▼

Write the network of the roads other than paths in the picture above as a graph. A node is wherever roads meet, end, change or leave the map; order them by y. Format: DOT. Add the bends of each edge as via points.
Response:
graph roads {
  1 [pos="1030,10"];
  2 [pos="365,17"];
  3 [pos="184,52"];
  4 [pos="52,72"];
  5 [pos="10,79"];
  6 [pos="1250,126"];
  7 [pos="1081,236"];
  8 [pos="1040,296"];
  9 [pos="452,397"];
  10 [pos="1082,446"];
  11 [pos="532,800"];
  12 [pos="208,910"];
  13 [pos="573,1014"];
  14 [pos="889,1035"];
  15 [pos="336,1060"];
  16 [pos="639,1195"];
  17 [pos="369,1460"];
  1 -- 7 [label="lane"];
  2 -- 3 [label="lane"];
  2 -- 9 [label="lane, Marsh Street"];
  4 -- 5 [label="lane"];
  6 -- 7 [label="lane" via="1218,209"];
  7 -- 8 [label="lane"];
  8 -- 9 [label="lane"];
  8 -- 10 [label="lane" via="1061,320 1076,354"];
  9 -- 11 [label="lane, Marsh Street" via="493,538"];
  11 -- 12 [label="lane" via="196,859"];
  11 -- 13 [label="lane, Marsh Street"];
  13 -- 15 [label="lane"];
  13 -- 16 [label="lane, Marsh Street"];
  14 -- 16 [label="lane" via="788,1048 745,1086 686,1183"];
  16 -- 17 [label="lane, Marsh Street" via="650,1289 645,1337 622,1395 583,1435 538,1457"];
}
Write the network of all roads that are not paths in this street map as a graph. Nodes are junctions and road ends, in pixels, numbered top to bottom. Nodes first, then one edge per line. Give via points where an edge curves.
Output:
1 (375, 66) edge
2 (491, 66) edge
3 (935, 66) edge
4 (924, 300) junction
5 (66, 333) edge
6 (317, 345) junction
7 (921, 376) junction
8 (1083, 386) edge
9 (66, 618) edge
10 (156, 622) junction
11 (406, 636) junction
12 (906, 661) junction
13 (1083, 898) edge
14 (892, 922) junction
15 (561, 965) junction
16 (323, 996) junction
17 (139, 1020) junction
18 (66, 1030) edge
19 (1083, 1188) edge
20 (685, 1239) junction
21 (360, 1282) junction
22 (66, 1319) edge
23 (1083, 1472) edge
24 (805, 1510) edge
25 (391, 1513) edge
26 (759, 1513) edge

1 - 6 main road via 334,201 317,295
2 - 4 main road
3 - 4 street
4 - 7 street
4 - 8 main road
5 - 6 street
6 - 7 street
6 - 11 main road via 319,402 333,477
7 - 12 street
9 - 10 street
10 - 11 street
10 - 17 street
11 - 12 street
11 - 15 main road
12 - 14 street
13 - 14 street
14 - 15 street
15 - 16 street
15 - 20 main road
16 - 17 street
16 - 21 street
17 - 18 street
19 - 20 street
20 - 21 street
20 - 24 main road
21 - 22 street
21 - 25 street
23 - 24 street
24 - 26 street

▲

**Your task:** Every entry is to be retyped word for word.

**Response to the exercise:**
Write the network of the roads other than paths in the picture above as a graph. A node is wherever roads meet, end, change or leave the map; order them by y. Format: DOT. Add the bends of each edge as via points.
Response:
graph roads {
  1 [pos="1030,10"];
  2 [pos="365,17"];
  3 [pos="184,52"];
  4 [pos="52,72"];
  5 [pos="10,79"];
  6 [pos="1250,126"];
  7 [pos="1081,236"];
  8 [pos="1040,296"];
  9 [pos="452,397"];
  10 [pos="1082,446"];
  11 [pos="532,800"];
  12 [pos="208,910"];
  13 [pos="573,1014"];
  14 [pos="889,1035"];
  15 [pos="336,1060"];
  16 [pos="639,1195"];
  17 [pos="369,1460"];
  1 -- 7 [label="lane"];
  2 -- 3 [label="lane"];
  2 -- 9 [label="lane, Marsh Street"];
  4 -- 5 [label="lane"];
  6 -- 7 [label="lane" via="1218,209"];
  7 -- 8 [label="lane"];
  8 -- 9 [label="lane"];
  8 -- 10 [label="lane" via="1061,320 1076,354"];
  9 -- 11 [label="lane, Marsh Street" via="493,538"];
  11 -- 12 [label="lane" via="196,859"];
  11 -- 13 [label="lane, Marsh Street"];
  13 -- 15 [label="lane"];
  13 -- 16 [label="lane, Marsh Street"];
  14 -- 16 [label="lane" via="788,1048 745,1086 686,1183"];
  16 -- 17 [label="lane, Marsh Street" via="650,1289 645,1337 622,1395 583,1435 538,1457"];
}
Write the network of all roads that are not paths in this street map as a graph. Nodes are junctions and road ends, in pixels, numbered top to bottom. Nodes first, then one edge per line. Give via points where an edge curves.
Output:
1 (375, 66) edge
2 (491, 66) edge
3 (935, 66) edge
4 (924, 300) junction
5 (66, 333) edge
6 (317, 345) junction
7 (921, 376) junction
8 (1083, 386) edge
9 (66, 618) edge
10 (156, 622) junction
11 (406, 636) junction
12 (906, 661) junction
13 (1083, 898) edge
14 (892, 922) junction
15 (561, 965) junction
16 (323, 996) junction
17 (139, 1020) junction
18 (66, 1030) edge
19 (1083, 1188) edge
20 (685, 1239) junction
21 (360, 1282) junction
22 (66, 1319) edge
23 (1083, 1472) edge
24 (805, 1510) edge
25 (391, 1513) edge
26 (759, 1513) edge

1 - 6 main road via 334,201 317,295
2 - 4 main road
3 - 4 street
4 - 7 street
4 - 8 main road
5 - 6 street
6 - 7 street
6 - 11 main road via 319,402 333,477
7 - 12 street
9 - 10 street
10 - 11 street
10 - 17 street
11 - 12 street
11 - 15 main road
12 - 14 street
13 - 14 street
14 - 15 street
15 - 16 street
15 - 20 main road
16 - 17 street
16 - 21 street
17 - 18 street
19 - 20 street
20 - 21 street
20 - 24 main road
21 - 22 street
21 - 25 street
23 - 24 street
24 - 26 street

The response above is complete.